Universitário e redutor de danos de Campinas, interior de São Paulo, Gustavo Córdoba salientou que risco x vulnerabilidade é uma questão muito cara no campo da AIDS no Brasil. Destacou que desde 1993 a ABIA já vinha apresentando essas noções em suas atividades e produções intelectuais e que não há uma resposta fácil para isso. “Vulnerabilidade em alguns momentos significa fragilidade, em outras está ligada a questões mais sociais. É uma noção potente categoricamente, mas no cotidiano a vulnerabilidade está operando de uma forma com muita alteridade. Na pandemia as mulheres são vulneráveis, os idosos, a violência é uma vulnerabilidade”, apontou.

Antropólogo, Richard Parker disse que foi esquecido pelo caminho o conceito da vulnerabilidade social, tão fundamental nos anos 90, que preconizava os Direitos Humanos como uma filosofia institucional para o campo da AIDS. O intelectual destacou que “a vulnerabilidade foi primordial para se trabalhar essas questões (de prevenção). O tempo, porém, foi passando e a partir de 2005 – com o avanço da biomedicina – Direitos Humanos tornou-se secundário para enfrentar estigma, discriminação, preconceito e vai apagando da nossa memória as chances de reconstruir isso. É o verdadeiro desperdício da experiência”, lamenta. 

Terto Jr afirmou que “informação não é conhecimento. E não tem como as pessoas, os jovens terem conhecimento com escola fechada, sem leitura, sem aulas, sem educação sexual no currículo do colégio. Então acho que temos que começar a romper essas coisas. Olhar o estigma que tem com populações vulneráveis e ressignificar. Aprendi com amigas muçulmanas que no Ocidente só se olham para as mulheres quando elas estão apanhando, sofrendo, sendo humilhadas. Como se não se pudesse ter um estilo de vida diferente e revitimizar esse determinado grupo de mulheres. E com a AIDS e os grupos mais afetados ocorre a mesma coisa”, afirmou ele.

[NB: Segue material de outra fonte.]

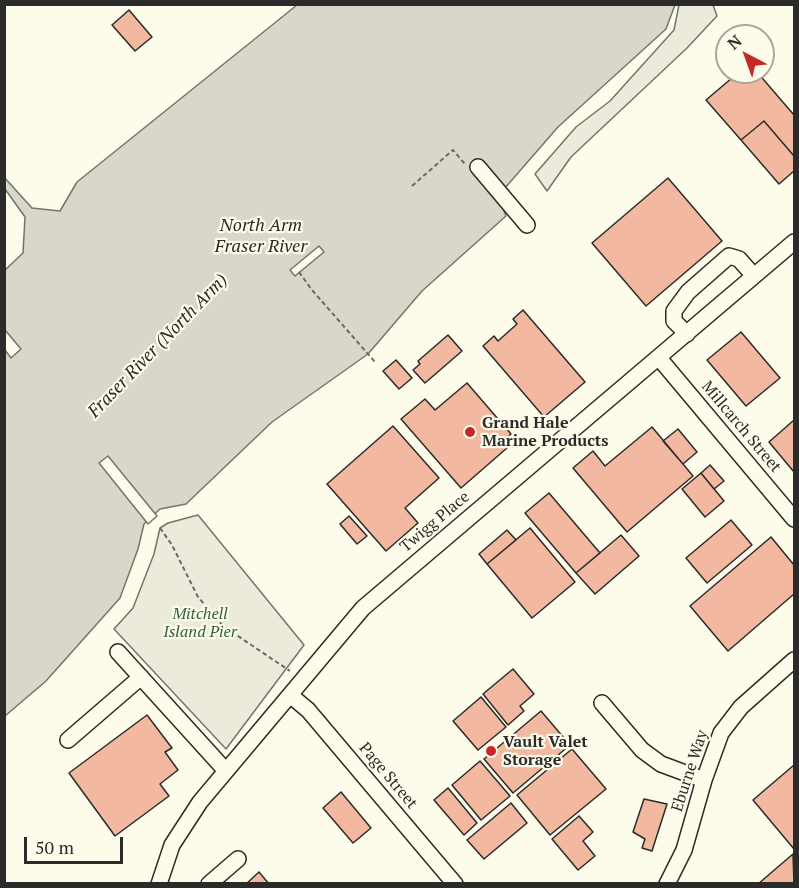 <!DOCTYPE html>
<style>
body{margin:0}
#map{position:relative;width:799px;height:888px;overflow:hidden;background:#fdfbea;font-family:"PT Serif",serif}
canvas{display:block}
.frame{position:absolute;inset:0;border:6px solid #2b2b2b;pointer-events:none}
.north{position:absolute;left:715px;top:24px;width:60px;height:60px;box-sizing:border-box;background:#fdfbea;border:2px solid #a9a89e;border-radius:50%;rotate:319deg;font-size:16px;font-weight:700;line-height:24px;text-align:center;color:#2b2b2b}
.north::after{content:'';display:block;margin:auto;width:21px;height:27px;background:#c62828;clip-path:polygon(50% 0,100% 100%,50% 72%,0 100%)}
.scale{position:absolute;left:24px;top:837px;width:99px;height:27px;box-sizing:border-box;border:3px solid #2b2b2b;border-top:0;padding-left:8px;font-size:18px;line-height:21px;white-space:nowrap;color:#2b2b2b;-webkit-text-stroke:4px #fdfbea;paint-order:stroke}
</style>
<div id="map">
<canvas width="799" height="888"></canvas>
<div class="frame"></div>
<div class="north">N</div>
<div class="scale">50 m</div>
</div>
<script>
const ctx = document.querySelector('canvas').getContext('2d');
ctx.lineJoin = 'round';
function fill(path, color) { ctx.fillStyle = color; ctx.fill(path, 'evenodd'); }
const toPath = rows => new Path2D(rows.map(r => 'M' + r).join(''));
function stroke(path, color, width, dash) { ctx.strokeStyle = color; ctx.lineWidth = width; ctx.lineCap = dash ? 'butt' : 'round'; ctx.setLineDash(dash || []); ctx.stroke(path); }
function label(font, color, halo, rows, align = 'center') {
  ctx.font = font + ' "PT Serif",serif'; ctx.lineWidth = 4.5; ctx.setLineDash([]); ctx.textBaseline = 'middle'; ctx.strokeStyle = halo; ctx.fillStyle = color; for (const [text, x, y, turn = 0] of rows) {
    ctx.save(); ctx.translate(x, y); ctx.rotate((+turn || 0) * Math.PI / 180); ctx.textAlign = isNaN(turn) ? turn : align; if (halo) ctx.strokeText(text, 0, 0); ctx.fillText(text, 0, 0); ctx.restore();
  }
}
const green = toPath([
 [679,5,713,5,717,16,687,48,571,157,547,191,535,174,576,127,610,101,674,30,679,5],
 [198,515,304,645,226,749,114,629,133,608,154,554,160,528,168,523,198,515]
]);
const water = toPath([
 [297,5,675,5,666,29,558,127,498,196,506,216,422,291,368,354,272,422,186,504,160,509,144,524,138,549,120,598,46,681,5,716,4,271,23,253,25,217,5,189,4,177,32,208,60,211,77,182,297,5]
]);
const pier = toPath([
 [319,246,324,252,295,276,290,270,319,246],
 [5,330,21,349,11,358,5,350,5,330],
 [108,456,157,516,148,524,99,463,108,456]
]);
const building = toPath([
 [129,10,152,37,135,51,112,25,129,10],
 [739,72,757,72,794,115,794,156,764,121,741,140,706,100,739,72],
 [764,121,794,156,794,171,779,184,741,140,764,121],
 [668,178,722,241,646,306,592,243,668,178],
 [523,310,585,382,544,417,483,346,494,336,498,341,517,324,513,319,523,310],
 [741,332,780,378,746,406,707,360,741,332],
 [448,335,462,351,425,383,413,370,420,364,418,361,448,335],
 [396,360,412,378,399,389,383,371,396,360],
 [467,383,511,434,502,442,507,448,461,488,401,419,425,399,435,410,467,383],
 [794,420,794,472,769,442,794,420],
 [393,426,439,478,405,508,418,523,386,551,327,484,393,426],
 [652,427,693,476,627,532,573,468,593,451,605,466,652,427],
 [678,429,697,452,683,464,663,441,678,429],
 [710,465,724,481,714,489,701,473,710,465],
 [701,473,724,501,705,517,682,489,701,473],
 [549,493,600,553,576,573,525,513,549,493],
 [349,516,367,536,357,544,340,524,349,516],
 [731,520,752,545,707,583,686,558,731,520],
 [530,528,575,582,532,618,487,564,530,528],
 [507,530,516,540,487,564,479,554,507,530],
 [621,535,639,556,595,594,576,573,621,535],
 [771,537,794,565,794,594,728,651,690,606,771,537],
 [513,669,534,694,520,706,524,711,508,725,483,694,513,669],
 [481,697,506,727,478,750,453,721,481,697],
 [541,711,570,745,513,793,484,759,541,711],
 [147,715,172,748,165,752,178,770,160,784,169,796,115,836,69,773,147,715],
 [572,749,606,789,550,835,517,795,572,749],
 [480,761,510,796,481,820,452,785,480,761],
 [794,765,794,849,753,800,794,765],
 [448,788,477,823,464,835,434,800,448,788],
 [341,792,371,828,353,843,323,808,341,792],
 [644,799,667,804,652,851,642,848,645,839,633,832,644,799],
 [511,803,527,823,484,859,467,840,511,803],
 [579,816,593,832,583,841,595,856,578,870,552,839,579,816],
 [793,854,794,884,758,884,793,854],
 [259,872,269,884,246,884,259,872]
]);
const path = toPath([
 [412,186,453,150,465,164],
 [299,272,312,290,375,362],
 [160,528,172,545,198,597,223,626,290,671]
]);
const minor = toPath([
 [478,167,527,225],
 [687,334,674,321,674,311,688,292,729,256,739,259,754,276],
 [659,358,794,519],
 [118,652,226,771],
 [290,695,308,710,455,884],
 [602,703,642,750,661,764,704,780],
 [68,740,141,677],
 [159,884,172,845,200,802,363,608,794,242],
 [209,884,238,859],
 [667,884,684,850,704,780,721,733,741,707,794,660]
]);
const markers = [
 [470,432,6,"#c62828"],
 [491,751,6,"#c62828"]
];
const poiNames = [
 ["Grand Hale",482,423],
 ["Marine Products",482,441],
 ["Vault Valet",503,742],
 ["Storage",503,760]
];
const streetNames = [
 ["Millcarch Street",741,427,50],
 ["Twigg Place",435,522,-40],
 ["Eburne Way",690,771,-72],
 ["Page Street",388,776,50]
];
const parkNames = [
 ["Mitchell",200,614],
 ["Island Pier",200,632]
];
const waterNames = [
 ["North Arm",261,226],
 ["Fraser River",261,247],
 ["Fraser River (North Arm)",158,346,-46]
];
fill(green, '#ecebdb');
stroke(green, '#74746e', 1.5);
fill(water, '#d8d7c9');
stroke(water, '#74746e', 1.5);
fill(pier, '#fdfbea');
stroke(pier, '#74746e', 1.5);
fill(building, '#f2b8a0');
stroke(building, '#2b2b2b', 1.5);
stroke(minor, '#2b2b2b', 18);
stroke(path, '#6a6964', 2, [4.5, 3]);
stroke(minor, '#fdfbea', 15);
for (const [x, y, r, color] of markers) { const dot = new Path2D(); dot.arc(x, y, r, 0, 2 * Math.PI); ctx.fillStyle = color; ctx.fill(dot); stroke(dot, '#fdfbea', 2); }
label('bold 16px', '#2b2b2b', '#fdfbea', poiNames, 'left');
label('16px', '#2b2b2b', '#fdfbea', streetNames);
label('italic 16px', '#34623c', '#fdfbea', parkNames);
label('italic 18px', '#2b2b2b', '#fdfbea', waterNames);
</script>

Questionado sobre as diferenças nas percepções entre sexo seguro e segurança negociada produzidas nos anos 80 e 90, em comparação com a prevenção que se pede hoje, Parker explicou que “sexo mais seguro surgiu como uma prática comunitária, de forma a proteger a comunidade – você e seu par – nos primórdios da epidemia de AIDS. Uma prática solidária num momento em que as pessoas estavam ‘no chão’ com o HIV, ainda desconhecido e fatal nos anos 80. Já nos anos 90 as reflexões eram mais complexas e as terminologias, como segurança negociada, foi criada na Austrália por especialistas em que pessoas com parceria mais longa pudessem estabelecer acordos na sua relação como, por exemplo, transar sem camisinha entre si, mas com camisinha quando desejassem transar com outros”, pontuou. E completou: “acho isso interessante porque, conforme avançamos, as coisas vão ficando mais complicadas, mas temos também mais opções sobre aquilo que faz mais sentido para cada um de nós”. 

A sensação para o diretor-presidente é que toda uma geração de jovens está sendo condenada pelos desafios impostos pelos valores conservadores nesse momento, que prega a valorização da vida. “Mas a sexualidade também é vida e precisamos manter viva essas pessoas também”, alertou.

Finalizando a atividade, Vagner de Almeida lembrou que “a falta de camisinhas ainda é uma realidade para muitas regiões e populações no Brasil, como já demonstrei em filmes que gravei na Baixada Fluminense, com jovens que faziam de sacolas plásticas sua verdadeira prevenção na ausência do preservativo. Então segurança negociada, prevenção, risco e vulnerabilidade dentro da prevenção combinada liga-se a muita coisa, não tem uma fórmula certa, mas precisamos continuar lutando para que realidades como essa não sejam mais presentes”.